Ekspert podkreślił, że groźne dla ludzi są dwa typy wirusa grypy: A i B, ale mutacji właściwie podlegają tylko wirusy typu A. – W obrębie B właściwie mutacji nie ma – dodał. Jego zdaniem, w najbliższych latach zagrażają nam dwa rodzaje wirusa grypy – podtypy H1N1 i H3N2, choć nikt nie jest w stanie przewidzieć, czy nie powrócą jakieś inne odmiany, będące mutacją poszczególnych podtypów.
– Należy sobie uświadomić, że mamy aż 18 takich podtypów, przy czym w patologii człowieka liczy się tylko osiem. Ale tych osiem charakteryzuje się taką zmiennością, że nikt nie jest w stanie przewidzieć, czy nawet w następnym roku lub kolejnych latach nie powstanie nowa mutacja, która nie będzie się poddawała szybkiej profilaktyce szczepionką – podkreślił prof. Górski.

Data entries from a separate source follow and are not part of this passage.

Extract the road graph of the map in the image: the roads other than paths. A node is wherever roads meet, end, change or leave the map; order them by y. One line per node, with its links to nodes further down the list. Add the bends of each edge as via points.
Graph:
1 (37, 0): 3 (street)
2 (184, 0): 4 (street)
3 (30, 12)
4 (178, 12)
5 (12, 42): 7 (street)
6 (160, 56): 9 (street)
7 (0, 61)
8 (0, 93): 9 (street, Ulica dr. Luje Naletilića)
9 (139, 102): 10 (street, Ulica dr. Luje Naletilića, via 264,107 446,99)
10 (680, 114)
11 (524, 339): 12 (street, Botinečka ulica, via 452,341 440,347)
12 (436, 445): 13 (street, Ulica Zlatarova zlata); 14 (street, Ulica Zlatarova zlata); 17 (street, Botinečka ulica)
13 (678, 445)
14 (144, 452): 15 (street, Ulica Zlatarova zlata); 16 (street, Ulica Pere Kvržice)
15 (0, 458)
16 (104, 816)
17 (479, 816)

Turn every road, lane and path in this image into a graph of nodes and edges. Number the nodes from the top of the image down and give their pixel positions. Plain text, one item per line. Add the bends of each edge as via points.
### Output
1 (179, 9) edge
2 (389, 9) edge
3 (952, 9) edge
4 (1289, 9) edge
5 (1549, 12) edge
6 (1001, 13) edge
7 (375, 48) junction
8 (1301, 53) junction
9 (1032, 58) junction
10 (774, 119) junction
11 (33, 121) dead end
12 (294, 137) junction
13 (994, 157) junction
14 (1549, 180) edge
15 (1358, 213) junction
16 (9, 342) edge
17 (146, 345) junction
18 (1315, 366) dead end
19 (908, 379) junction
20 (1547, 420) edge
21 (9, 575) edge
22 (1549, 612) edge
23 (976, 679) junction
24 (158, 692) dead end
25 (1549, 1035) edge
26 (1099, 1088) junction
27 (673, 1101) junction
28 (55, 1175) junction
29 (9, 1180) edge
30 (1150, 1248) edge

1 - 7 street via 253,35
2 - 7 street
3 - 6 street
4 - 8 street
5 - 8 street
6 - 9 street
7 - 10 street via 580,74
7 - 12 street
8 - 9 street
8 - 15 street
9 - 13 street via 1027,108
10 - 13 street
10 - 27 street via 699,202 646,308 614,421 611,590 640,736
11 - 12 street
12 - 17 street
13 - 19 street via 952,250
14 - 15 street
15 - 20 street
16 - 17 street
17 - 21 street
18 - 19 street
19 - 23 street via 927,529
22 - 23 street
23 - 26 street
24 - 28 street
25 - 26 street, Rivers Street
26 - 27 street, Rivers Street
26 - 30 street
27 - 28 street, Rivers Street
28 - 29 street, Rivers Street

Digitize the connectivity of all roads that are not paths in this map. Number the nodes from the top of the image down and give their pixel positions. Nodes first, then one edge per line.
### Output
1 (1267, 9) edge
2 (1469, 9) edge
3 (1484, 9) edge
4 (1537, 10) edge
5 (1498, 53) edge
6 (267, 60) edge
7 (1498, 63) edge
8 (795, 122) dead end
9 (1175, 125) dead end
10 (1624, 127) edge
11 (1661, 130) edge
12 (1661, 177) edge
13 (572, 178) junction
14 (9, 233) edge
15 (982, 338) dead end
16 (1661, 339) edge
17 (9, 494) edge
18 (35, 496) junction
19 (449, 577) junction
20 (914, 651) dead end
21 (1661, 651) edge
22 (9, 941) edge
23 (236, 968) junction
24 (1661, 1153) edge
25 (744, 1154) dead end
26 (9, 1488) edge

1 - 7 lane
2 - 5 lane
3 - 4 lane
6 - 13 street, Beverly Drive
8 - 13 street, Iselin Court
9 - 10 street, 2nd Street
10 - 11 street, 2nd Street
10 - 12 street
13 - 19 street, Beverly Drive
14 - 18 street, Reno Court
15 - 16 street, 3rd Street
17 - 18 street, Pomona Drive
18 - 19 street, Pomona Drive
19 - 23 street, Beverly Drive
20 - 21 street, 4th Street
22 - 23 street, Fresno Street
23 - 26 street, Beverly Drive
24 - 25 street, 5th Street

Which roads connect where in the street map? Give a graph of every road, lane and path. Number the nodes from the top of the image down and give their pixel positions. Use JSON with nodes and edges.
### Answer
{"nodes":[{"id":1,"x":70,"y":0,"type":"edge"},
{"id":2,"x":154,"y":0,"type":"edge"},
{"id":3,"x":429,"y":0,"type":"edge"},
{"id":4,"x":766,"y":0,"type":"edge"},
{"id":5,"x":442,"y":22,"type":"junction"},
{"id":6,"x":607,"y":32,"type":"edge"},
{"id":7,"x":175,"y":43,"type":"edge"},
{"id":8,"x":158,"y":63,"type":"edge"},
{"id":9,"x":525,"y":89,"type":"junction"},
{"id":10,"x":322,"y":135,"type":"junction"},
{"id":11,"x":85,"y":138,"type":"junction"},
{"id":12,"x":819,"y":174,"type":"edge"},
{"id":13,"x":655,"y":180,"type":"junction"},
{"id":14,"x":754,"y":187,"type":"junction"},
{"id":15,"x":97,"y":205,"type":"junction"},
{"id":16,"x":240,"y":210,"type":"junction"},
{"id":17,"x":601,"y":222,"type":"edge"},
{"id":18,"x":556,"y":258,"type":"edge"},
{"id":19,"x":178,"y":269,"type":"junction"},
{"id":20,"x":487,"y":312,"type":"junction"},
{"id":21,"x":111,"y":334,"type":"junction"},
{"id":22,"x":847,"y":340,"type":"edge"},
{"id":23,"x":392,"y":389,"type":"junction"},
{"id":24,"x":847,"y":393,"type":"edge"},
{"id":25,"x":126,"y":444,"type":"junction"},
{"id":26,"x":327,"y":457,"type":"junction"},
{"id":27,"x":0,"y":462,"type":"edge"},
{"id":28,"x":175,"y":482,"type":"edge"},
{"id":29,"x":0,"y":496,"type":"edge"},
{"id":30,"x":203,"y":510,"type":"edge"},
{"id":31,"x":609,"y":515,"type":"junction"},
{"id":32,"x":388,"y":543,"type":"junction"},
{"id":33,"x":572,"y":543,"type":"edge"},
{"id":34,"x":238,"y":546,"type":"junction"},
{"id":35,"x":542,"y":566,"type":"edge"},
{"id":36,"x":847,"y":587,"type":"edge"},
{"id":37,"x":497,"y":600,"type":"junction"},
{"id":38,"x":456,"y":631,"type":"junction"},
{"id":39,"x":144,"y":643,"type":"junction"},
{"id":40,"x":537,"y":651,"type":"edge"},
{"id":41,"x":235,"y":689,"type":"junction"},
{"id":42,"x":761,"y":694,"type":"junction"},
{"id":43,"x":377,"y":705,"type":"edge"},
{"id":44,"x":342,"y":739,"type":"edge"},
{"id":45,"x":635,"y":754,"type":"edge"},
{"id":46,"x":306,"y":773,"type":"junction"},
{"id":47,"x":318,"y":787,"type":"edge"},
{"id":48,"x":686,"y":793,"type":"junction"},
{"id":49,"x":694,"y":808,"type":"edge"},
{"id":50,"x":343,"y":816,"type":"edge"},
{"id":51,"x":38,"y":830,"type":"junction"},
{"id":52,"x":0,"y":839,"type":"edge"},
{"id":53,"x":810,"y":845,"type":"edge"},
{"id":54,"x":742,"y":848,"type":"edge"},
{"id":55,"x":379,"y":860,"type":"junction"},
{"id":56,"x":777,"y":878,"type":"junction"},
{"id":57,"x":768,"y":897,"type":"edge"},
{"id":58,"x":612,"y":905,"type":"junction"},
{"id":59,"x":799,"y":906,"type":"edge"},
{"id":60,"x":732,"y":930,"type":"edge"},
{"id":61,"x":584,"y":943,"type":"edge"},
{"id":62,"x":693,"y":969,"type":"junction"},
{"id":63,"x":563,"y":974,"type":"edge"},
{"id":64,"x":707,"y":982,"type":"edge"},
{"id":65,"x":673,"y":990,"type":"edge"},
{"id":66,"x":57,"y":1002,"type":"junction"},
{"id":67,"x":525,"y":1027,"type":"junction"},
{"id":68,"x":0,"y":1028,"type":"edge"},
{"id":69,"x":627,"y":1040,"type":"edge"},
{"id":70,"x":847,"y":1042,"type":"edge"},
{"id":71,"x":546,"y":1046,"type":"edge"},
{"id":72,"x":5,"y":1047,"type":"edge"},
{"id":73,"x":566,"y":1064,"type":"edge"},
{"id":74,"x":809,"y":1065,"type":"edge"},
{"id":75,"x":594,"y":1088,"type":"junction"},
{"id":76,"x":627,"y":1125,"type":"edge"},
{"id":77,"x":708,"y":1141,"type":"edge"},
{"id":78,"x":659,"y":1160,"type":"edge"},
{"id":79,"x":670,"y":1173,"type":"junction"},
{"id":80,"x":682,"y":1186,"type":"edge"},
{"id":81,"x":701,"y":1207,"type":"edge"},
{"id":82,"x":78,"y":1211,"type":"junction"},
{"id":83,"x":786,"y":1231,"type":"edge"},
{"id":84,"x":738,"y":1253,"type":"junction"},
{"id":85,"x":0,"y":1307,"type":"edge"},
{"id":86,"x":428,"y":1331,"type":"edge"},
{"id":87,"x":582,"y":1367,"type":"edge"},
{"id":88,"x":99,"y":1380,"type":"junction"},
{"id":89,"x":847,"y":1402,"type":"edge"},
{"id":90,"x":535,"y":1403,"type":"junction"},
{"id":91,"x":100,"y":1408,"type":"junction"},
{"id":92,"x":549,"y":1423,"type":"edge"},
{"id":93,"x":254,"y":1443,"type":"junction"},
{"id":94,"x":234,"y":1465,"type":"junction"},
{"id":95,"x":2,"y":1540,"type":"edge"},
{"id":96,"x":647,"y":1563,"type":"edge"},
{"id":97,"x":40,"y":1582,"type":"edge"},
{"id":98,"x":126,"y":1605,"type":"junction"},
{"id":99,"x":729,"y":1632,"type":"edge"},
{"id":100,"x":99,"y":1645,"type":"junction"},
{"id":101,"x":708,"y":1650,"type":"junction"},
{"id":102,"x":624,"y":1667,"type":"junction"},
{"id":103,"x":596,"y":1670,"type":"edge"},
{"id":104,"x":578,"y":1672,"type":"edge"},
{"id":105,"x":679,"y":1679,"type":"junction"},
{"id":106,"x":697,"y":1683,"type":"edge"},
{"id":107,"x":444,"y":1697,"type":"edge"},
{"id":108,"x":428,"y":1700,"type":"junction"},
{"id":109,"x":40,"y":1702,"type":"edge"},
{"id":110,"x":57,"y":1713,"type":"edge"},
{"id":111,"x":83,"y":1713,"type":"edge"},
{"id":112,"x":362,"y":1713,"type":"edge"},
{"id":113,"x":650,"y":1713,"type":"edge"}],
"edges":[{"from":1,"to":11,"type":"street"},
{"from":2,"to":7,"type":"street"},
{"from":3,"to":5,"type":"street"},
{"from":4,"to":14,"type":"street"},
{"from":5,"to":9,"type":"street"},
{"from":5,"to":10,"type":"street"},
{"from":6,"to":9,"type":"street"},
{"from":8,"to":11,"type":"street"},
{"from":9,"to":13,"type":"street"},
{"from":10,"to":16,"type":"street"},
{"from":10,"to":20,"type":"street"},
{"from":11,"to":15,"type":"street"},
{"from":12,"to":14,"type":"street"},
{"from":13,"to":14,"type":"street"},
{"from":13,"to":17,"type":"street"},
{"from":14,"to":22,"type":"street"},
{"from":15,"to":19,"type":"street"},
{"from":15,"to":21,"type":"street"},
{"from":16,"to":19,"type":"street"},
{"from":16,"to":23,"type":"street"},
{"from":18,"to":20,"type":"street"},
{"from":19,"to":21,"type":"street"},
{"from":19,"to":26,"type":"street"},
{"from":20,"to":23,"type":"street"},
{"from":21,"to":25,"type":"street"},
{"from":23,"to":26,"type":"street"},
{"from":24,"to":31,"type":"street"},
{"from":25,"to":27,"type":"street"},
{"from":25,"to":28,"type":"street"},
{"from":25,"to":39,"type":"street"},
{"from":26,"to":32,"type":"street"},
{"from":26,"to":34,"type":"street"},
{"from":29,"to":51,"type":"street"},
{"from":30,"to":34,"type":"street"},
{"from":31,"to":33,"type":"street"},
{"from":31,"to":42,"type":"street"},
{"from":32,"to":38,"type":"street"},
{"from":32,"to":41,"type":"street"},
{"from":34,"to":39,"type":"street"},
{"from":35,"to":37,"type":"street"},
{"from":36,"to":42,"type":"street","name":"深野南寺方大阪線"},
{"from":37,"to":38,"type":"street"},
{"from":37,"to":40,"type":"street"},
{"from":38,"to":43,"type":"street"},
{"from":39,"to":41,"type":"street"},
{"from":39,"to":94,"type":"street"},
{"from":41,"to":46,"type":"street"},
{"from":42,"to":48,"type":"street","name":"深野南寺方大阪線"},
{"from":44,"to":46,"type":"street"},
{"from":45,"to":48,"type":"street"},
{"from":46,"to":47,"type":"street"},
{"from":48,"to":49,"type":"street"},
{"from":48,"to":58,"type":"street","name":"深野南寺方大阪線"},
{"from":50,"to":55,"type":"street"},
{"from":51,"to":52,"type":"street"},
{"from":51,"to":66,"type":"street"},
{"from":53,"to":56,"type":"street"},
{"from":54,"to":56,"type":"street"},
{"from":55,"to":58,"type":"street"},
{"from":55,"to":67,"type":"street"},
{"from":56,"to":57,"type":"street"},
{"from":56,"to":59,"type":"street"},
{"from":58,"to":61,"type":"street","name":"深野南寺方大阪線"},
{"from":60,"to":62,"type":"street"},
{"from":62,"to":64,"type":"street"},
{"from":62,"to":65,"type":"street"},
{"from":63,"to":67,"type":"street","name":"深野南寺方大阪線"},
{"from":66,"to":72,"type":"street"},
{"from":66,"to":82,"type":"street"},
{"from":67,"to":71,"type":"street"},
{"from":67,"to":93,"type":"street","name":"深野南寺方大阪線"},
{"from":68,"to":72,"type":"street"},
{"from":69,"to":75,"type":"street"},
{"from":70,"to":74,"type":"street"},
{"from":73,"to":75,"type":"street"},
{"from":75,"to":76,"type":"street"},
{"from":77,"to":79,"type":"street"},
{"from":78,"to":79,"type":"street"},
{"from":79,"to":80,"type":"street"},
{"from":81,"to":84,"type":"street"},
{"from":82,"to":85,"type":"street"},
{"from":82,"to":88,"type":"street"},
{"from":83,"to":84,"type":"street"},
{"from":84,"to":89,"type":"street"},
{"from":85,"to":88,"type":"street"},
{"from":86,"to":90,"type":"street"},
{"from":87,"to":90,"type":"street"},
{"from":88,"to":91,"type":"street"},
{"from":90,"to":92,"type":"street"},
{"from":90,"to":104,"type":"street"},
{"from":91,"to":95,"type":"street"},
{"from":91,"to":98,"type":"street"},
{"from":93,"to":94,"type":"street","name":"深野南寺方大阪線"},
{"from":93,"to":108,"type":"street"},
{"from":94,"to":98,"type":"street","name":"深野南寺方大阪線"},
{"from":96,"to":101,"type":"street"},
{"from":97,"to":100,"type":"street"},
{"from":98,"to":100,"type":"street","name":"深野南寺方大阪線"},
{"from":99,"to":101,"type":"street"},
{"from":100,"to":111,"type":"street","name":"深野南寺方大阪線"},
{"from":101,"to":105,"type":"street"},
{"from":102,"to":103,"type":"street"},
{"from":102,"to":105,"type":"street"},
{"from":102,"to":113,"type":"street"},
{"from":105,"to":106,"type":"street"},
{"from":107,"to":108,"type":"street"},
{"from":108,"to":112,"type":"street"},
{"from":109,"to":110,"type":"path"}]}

Jak zaznaczył, agresywność tej choroby jest bardzo poważna, a rosnąca mobilność społeczeństw sprawia, że okres jej występowania znacznie się wydłużył. Kiedyś grypa przychodziła do Polski pod koniec lutego i trwała mniej więcej do połowy kwietnia, a obecnie przypadki grypy notowane są od wczesnej jesieni, aż do bardzo późnej wiosny.
Mniej skuteczna szczepionka
Zdaniem prof. Górskiego, prawdziwy problem tegorocznej grypy polega na tym, że szczepionka jest nieco mniej skuteczna. – Chodzi o to, że w tzw. czterowalentnej szczepionce, którą w tej chwili dysponujemy bardzo skuteczna jest frakcja oznaczona jako H1N1. To jest taka frakcja szczepionki, którą od wielu lat się szczepimy. Natomiast frakcja H3N2 nie jest w pełni doskonała – zaznaczył.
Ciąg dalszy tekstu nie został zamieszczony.